If a participant is giving inaccurate or misunderstood medical information, interrupt as soon as appropriate and as politely as possible. Differentiate between what the participant may have heard or experienced and what as a professional caregiver you know. Provide a brief, accurate piece of data for the participants, who would otherwise walk away with misinformation.

If a participant is expressing anger by criticizing hospital staff, a physician, or your health facility, acknowledge the anger, and the normalcy of feeling anger as grieving cardiac family members. Do not just dismiss the complaint being made; discriminate about the potential reality of it as useful feedback, and suggest that they discuss it with the appropriate person at the hospital (refer the person to the patient advocate, liaison, ombudsman, the staff person directly or the person's supervisor). After you have acknowledged the anger, steer the participant toward the positive aspect, by pointing out "how well the participant handled the situation" or asking about "any learning or opportunity from the situation." Turn the focus back to the meeting's recovery topic and re-open discussion.

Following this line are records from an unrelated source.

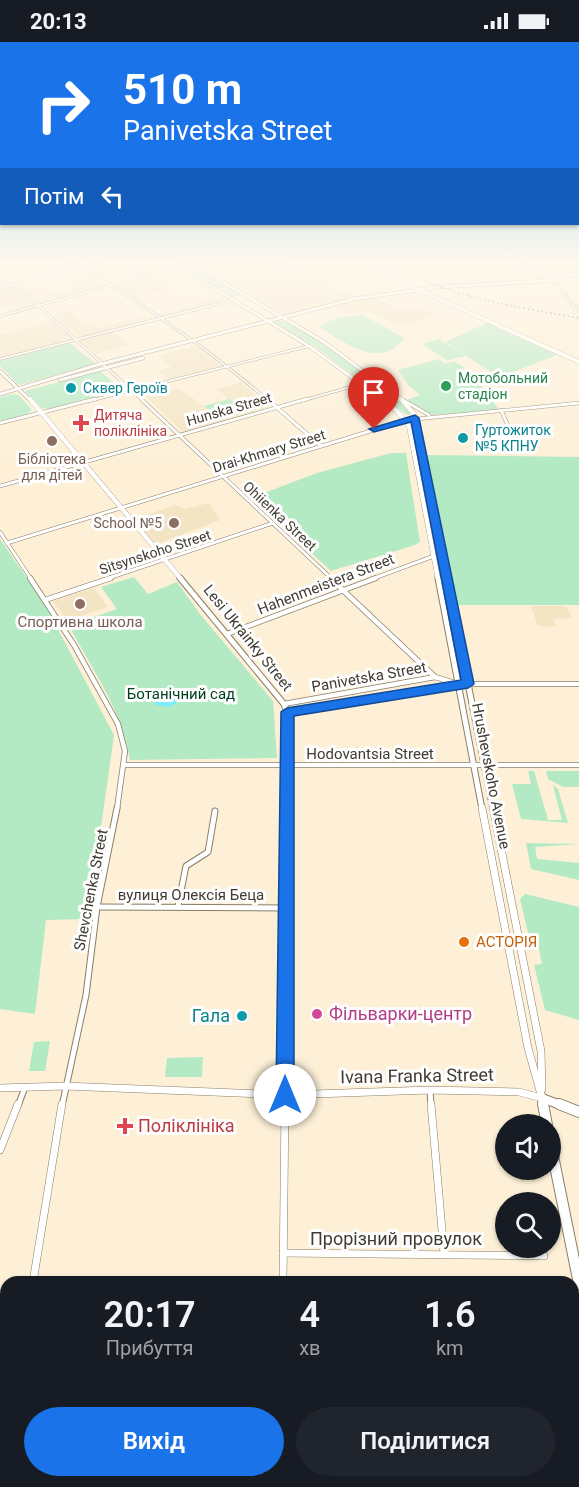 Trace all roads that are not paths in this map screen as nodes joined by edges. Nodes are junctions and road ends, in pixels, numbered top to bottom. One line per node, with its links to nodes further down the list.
1 (66, 329): 8 (street, Ohiienka Street)
2 (116, 329): 8 (street)
3 (174, 329): 9 (street)
4 (241, 329): 9 (main road)
5 (282, 329): 10 (main road)
6 (304, 329): 20 (main road, Hrushevskoho Avenue)
7 (506, 329): 12 (main road)
8 (77, 339): 11 (street); 13 (street, Ohiienka Street)
9 (193, 342): 13 (main road); 14 (street)
10 (309, 346): 14 (street); 16 (main road)
11 (0, 359)
12 (579, 362)
13 (106, 365): 17 (main road); 18 (street, Ohiienka Street)
14 (228, 366): 18 (street); 22 (street)
15 (0, 371): 17 (main road, Lesi Ukrainky Street)
16 (361, 384): 22 (street, Hunska Street); 27 (main road)
17 (19, 389): 19 (main road); 24 (main road, Lesi Ukrainky Street)
18 (132, 390): 24 (street); 29 (street, Ohiienka Street)
19 (0, 394)
20 (396, 395): 25 (street); 26 (main road, Hrushevskoho Avenue)
21 (579, 403): 23 (street, Drai-Khmary Street)
22 (276, 407): 29 (street, Hunska Street); 31 (street)
23 (501, 411): 25 (street, Drai-Khmary Street); 30 (street)
24 (43, 412): 28 (street); 32 (main road, Lesi Ukrainky Street)
25 (435, 416): 26 (street, Drai-Khmary Street)
26 (415, 418): 27 (street, Drai-Khmary Street); 46 (main road, Hrushevskoho Avenue)
27 (405, 420): 31 (street, Drai-Khmary Street); 39 (main road, Hrushevskoho Avenue)
28 (0, 423)
29 (180, 434): 32 (street, Hunska Street); 33 (street, Ohiienka Street)
30 (516, 444)
31 (321, 446): 33 (street, Drai-Khmary Street)
32 (82, 462): 34 (street, Hunska Street); 35 (main road, Lesi Ukrainky Street)
33 (222, 477): 35 (street, Drai-Khmary Street); 36 (street, Ohiienka Street)
34 (0, 486)
35 (120, 508): 38 (street, Drai-Khmary Street); 40 (main road, Lesi Ukrainky Street)
36 (273, 524): 40 (street, Sitsynskoho Street); 41 (street, Ohiienka Street)
37 (0, 532): 38 (street, Shevchenka Street)
38 (7, 543): 42 (street, Shevchenka Street)
39 (434, 556): 41 (street, Hahenmeistera Street); 45 (main road, Hrushevskoho Avenue)
40 (166, 559): 42 (street, Sitsynskoho Street); 43 (main road, Lesi Ukrainky Street)
41 (342, 590): 43 (street, Hahenmeistera Street); 44 (street, Ohiienka Street)
42 (45, 600): 50 (street, Shevchenka Street)
43 (227, 634): 48 (main road, Lesi Ukrainky Street)
44 (435, 677): 45 (street, Panivetska Street); 48 (street, Panivetska Street)
45 (458, 684): 46 (street, Panivetska Street); 49 (street, Panivetska Street); 52 (main road, Hrushevskoho Avenue)
46 (468, 684): 47 (street, Panivetska Street); 53 (main road, Hrushevskoho Avenue)
47 (579, 684)
48 (284, 704): 49 (main road, Lesi Ukrainky Street)
49 (287, 712): 54 (main road, Lesi Ukrainky Street)
50 (124, 765): 54 (street, Hodovantsia Street); 57 (street, Shevchenka Street)
51 (579, 765): 53 (street, Hodovantsia Street)
52 (474, 766): 53 (street, Hodovantsia Street); 54 (street, Hodovantsia Street); 64 (main road, Hrushevskoho Avenue)
53 (484, 766): 64 (main road, Hrushevskoho Avenue)
54 (287, 767): 58 (main road, Lesi Ukrainky Street)
55 (215, 811): 56 (street)
56 (178, 906): 57 (street, вулиця Олексія Беца); 58 (street, вулиця Олексія Беца)
57 (97, 907): 59 (street, Shevchenka Street)
58 (285, 908): 63 (main road, Lesi Ukrainky Street)
59 (65, 1086): 60 (main road, Ivana Franka Street); 63 (main road, Ivana Franka Street); 72 (street, Shevchenka Street)
60 (26, 1087): 61 (main road, Ivana Franka Street); 67 (street)
61 (0, 1088)
62 (430, 1090): 63 (main road, Ivana Franka Street); 64 (main road, Ivana Franka Street); 70 (street)
63 (285, 1095): 69 (street, Lesi Ukrainky Street)
64 (542, 1098): 65 (main road, Ivana Franka Street); 66 (main road, Hrushevskoho Avenue)
65 (579, 1112)
66 (545, 1114)
67 (0, 1150)
68 (558, 1180): 74 (main road)
69 (283, 1253): 70 (street, Прорізний провулок); 73 (street, Lesi Ukrainky Street)
70 (444, 1253): 71 (street, Прорізний провулок)
71 (495, 1255)
72 (34, 1276)
73 (283, 1276)
74 (577, 1276)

In no way can this manual prepare you for every situation you will face as you facilitate the Cardiac Family Recovery Program series.

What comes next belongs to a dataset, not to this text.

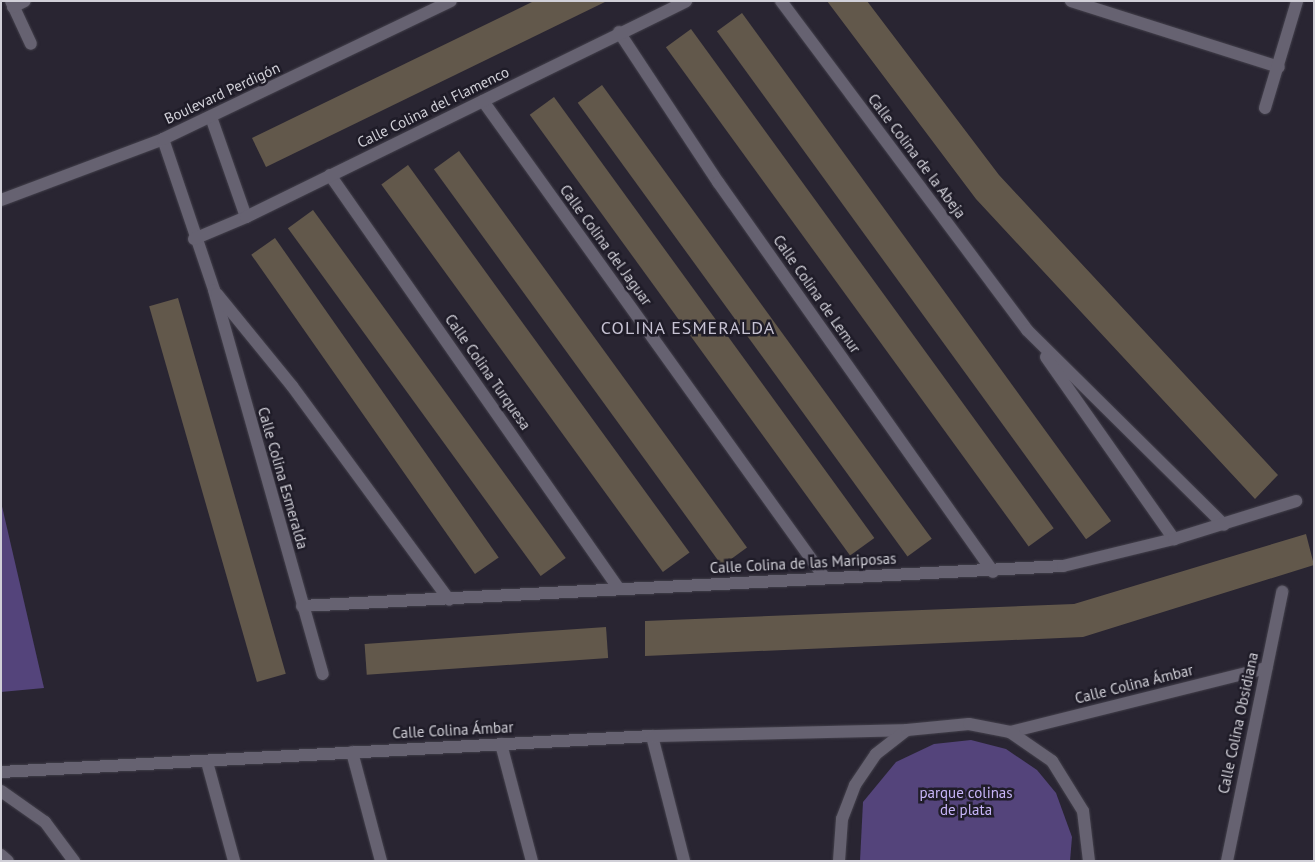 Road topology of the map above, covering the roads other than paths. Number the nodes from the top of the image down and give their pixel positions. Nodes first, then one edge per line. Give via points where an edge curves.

Participants may be a challenge at times, but they come to the program because they need its support and help. Remember that heartmates are in crisis. Do not take the challenges personally. Even when they are directed at you, they are not really about you. Put such challenges in perspective by debriefing after the meeting with your co-facilitator.

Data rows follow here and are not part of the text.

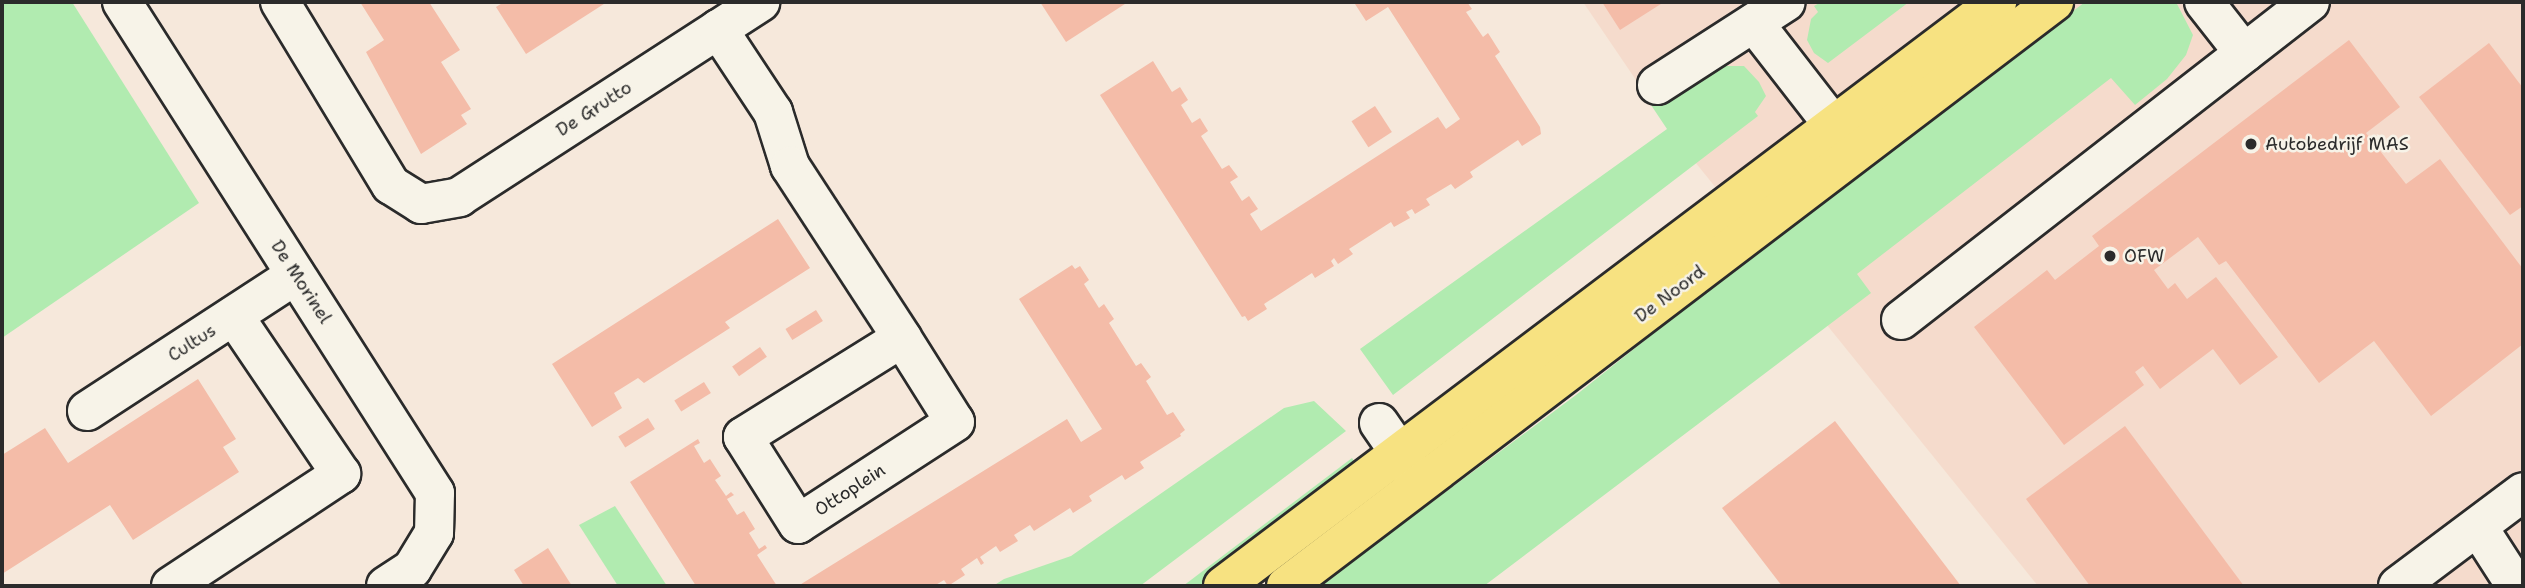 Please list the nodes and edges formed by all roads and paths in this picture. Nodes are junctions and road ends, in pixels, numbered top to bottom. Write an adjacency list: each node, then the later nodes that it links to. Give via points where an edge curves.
1 (122, 2): 14 (street, De Morinel)
2 (280, 2): 10 (street, De Grutto, via 391,185 421,204 459,197)
3 (761, 2): 10 (street, De Grutto)
4 (1786, 2): 9 (street)
5 (1997, 2): 13 (main road, De Noord)
6 (2054, 2): 20 (main road, De Noord)
7 (2204, 2): 11 (street)
8 (2310, 2): 11 (street)
9 (1754, 23): 12 (street); 13 (street)
10 (718, 29): 17 (street, Ottoplein, via 773,112 790,166)
11 (2244, 54): 16 (street)
12 (1657, 85)
13 (1833, 125): 19 (main road, De Noord)
14 (296, 275): 15 (street, Cultus); 23 (street, De Morinel, via 435,493 434,533)
15 (234, 316): 18 (street, Cultus); 24 (street, via 341,474)
16 (1901, 320)
17 (902, 338): 17 (street, Ottoplein, via 955,422 798,524 743,437)
18 (87, 411)
19 (1389, 438): 20 (street); 25 (main road, De Noord)
20 (1421, 484): 26 (main road, De Noord)
21 (2523, 492): 22 (street)
22 (2478, 527): 27 (street); 28 (street)
23 (399, 578)
24 (171, 586)
25 (1223, 586)
26 (1286, 586)
27 (2398, 586)
28 (2516, 586)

A Closing Letter to Professional Caregivers

(Section IX, Page 5)

Dear Professional Caregiver,

As a heartmate and a professional caregiver like you, this is my opportunity to say "thank you" in advance for your commitment to cardiac families.

You have been through the Cardiac Family Recovery Program Manual now for the first time. I hope that you feel well informed and adequately prepared to tackle your first program series.

Remember, you do not have to know everything -- your presence and your caring will shine through when your struggling cardiac spouses begin the series. They need you and each other, and your efforts have given them the opportunity of coming to a program designed specifically to meet their needs. Soon you will be working with heartmates and other cardiac family members grateful to find help, relieved to finally be understood, and hopeful about their recovery.

If you are anything like me, you will feel tremendous satisfaction and nurturance from this work. You will come to love many of your heartmates, and you will marvel at all of them - their power to grow and recover, sometimes in the darkest of circumstances. You'll be thrilled by each step in recovery they make; you'll be renewed by their powerful energy to build themselves a positive present and future; and you will be awed by the resiliency of the human spirit to stand up and go on.

I hope that you will feel honored, as I have, to have been a part of their recovery. I hope you will observe proudly (as a successful parent does) these wounded humans, having accepted reality and the grief/recovery process, becoming whole again. For me, that's what it's all about.

I wish I could thank each one of you in person, and share recovery stories too. Do not forget, every ending signals a new beginning. Celebrate with your heartmates as they conquer their helplessness, turn overwhelm into solid strength and spiritual serenity. It happens! So celebrate - celebrate your work, celebrate health, celebrate realistic recovery, celebrate life!

Your caring is part of our recovery.